Cette absence complète de vision, de prévision, d’appréciation, cette
absence complète de stratégie qui rejoint effectivement le même vide que
l’on a constaté à propos des USA (voir le 15 août 2015),
conduisent d’une façon assez naturelle, sans tapage excessif
dirions-nous, à des situations catastrophiques par rapport à ce qu’on
attendait de grandes difficultés dans la période, en ramenant toute
l’action humaine à des automatismes-Système. Ainsi les diverses
“politiques” et autres “stratégies” d’apparence humaine, ne sont plus en
réalité que des éléments qui s’insèrent dans l’évolution eschatologique
générale que l’on a implicitement envisagée au début du siècle en même
temps que l’on commençait à mesurer les conséquences concrètes et
opérationnelles de l’énorme crise de l’environnement/crise climatique.
Le gouvernement des hommes, dans tous les cas de cette partie-humaine-là
(le bloc BAO), devient une partie intégrante de l’évolution
eschatologique générale que connaît notre civilisation, en l’accélérant
bien entendu, en en rapprochant les échéances de manière catastrophique.
Ainsi, ce jugement que nous faisions le 4 août 2015
sur la question de la migration peut-il être repris, mais en le
complétant avec l’hypothèse fortement affirmée que les acteurs humains
ne le sont plus vraiment. Les acteurs humains, qu’on peut désormais
décrire comme des figurants robotisés, sont vraiment devenus des
instruments du système, et par conséquent des instruments au service de
la Grande Crise générale dont on espère avec ferveur qu’elle est celle
de l’effondrement du Système, certes ; ils observent la Grande Crise de
la Migration sans rien en dire de particulier, en causant du nombre de
tentes disponibles pour loger les migrants, de la nourriture
éventuellement à leur distribuer, et surtout, surtout, des sentiments
humanitaires qu’il faut continuer à entretenir avec ferveur ; en effet,
il nous reste, en France, la seule chose qu’on n’ait pas perdue d’elle,
ce qu’ils nomment l’“esprit du 11 janvier” ...

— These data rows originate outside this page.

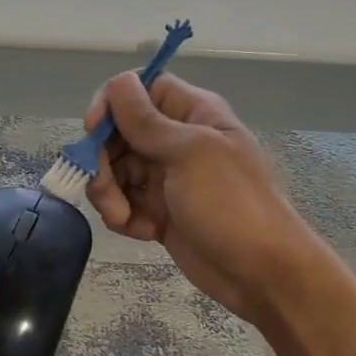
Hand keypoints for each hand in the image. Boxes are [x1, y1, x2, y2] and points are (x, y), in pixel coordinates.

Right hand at [85, 72, 317, 323]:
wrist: (262, 274)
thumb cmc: (231, 204)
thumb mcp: (189, 153)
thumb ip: (146, 120)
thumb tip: (119, 81)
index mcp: (192, 113)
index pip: (140, 90)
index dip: (112, 104)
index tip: (94, 130)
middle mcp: (176, 140)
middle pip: (118, 133)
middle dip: (102, 160)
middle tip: (104, 188)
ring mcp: (167, 178)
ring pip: (115, 171)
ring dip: (108, 193)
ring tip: (121, 217)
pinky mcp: (159, 213)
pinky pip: (124, 203)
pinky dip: (123, 216)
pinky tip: (140, 232)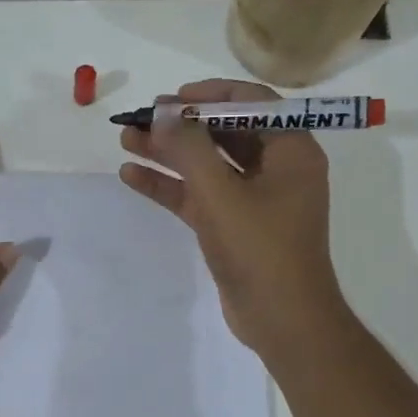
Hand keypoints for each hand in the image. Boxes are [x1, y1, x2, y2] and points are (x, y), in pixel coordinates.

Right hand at [118, 79, 347, 357]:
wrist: (282, 321)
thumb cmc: (261, 250)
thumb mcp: (221, 193)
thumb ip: (189, 148)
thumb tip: (162, 113)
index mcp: (291, 151)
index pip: (252, 103)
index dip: (209, 95)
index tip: (171, 98)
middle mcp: (276, 168)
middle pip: (224, 132)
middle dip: (180, 125)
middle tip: (140, 118)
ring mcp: (254, 199)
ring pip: (207, 165)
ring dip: (168, 153)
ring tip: (125, 140)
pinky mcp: (234, 226)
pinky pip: (199, 196)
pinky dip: (170, 186)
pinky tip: (132, 176)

«Les prévisionnistes les plus pessimistes de cette fin de
siècle/début de siècle, ceux qui élaboraient des scénarios
catastrophiques au niveau du climat, de l’eau, des ressources, etc.,
n’annonçaient pas cette GCM avant 2025-2030. (Les finauds de la CIA
offraient effectivement 2025.) Les cas envisagés flirtaient avec
l’apocalypse, comme la disparition sous les eaux, du fait de la montée
des océans, de zones extrêmement peuplées, entraînant une migration
massive. Le fait est qu’ils se trompaient tous, que la GCM les a tous
pris de court, grâce à l’activité humaine la plus convenue, celle dont
le bloc BAO (car il s’agit bien de lui) est le plus fier, – qui est la
politique d’interventionnisme humanitariste, selon notre jargon, prônée
avec un inlassable enthousiasme par les neocons plutôt à droite et les
R2P (acronyme pour illettrés et diplomates postmodernes-BAO de Right To
Protect) presque “plutôt à gauche”, rassemblés dans une vertueuse union
qui supprime les clivages archaïques gauche-droite comme l’on dit dans
les discours. [Le président chèque] Zeman, qui présente en
général un visage assez bougon, ne prend pas de pincettes pour dire leur
fait aux grands inspirateurs de cette politique interventionniste que
sont les USA, la France, le Royaume-Uni, l’Allemagne, l’UE, la
pensée-BHL, etc., pour ne citer que les plus essentiels. Il situe
justement ce qu’on pourrait nommer lestement “la mère de toutes les
conneries” dans le fait de la guerre irakienne de 2003, dont les USA
continuent à montrer une certaine fierté. Pour autant, Zeman devrait
appuyer avec plus d’insistance sur la date de 2010, la constitution
décisive du bloc BAO, l’entraînement zélé des puissances occidentales à
entrer dans la guerre-contre-Assad, à conchier l’Iran, à liquider
Kadhafi dans les conditions humanistes qu’on sait pour libérer la Libye
et la laisser à ses tendances naturelles de la démocratie créative ;
parallèlement et pour compléter l’arsenal de leurs performances,
l’activisme zélé du bloc BAO pour promouvoir, équiper, encourager,
armer, etc., tout ce qui peut s’imaginer de plus extrémiste en fait
d’islamisme, pour déboucher sur le Frankenstein-parfait qu’est
Daesh/État Islamiste. L’ensemble a constitué bien entendu l’espèce de
bombe même pas à retardement puisque l’effet est direct, qu’il est
suffisant pour déclencher ce mouvement de migration massive, émigration
des innombrables pays touchés, immigration vers les pays européens
essentiellement, tout cela pouvant et devant être considéré comme le
coup d’envoi de la Grande Crise de la Migration, notablement en avance
sur l’horaire.»
... Voici donc l’interview de Kader Abderrahim par RT-France.
dedefensa.org
«On ne peut pas provoquer la guerre et s'étonner ensuite du désordre»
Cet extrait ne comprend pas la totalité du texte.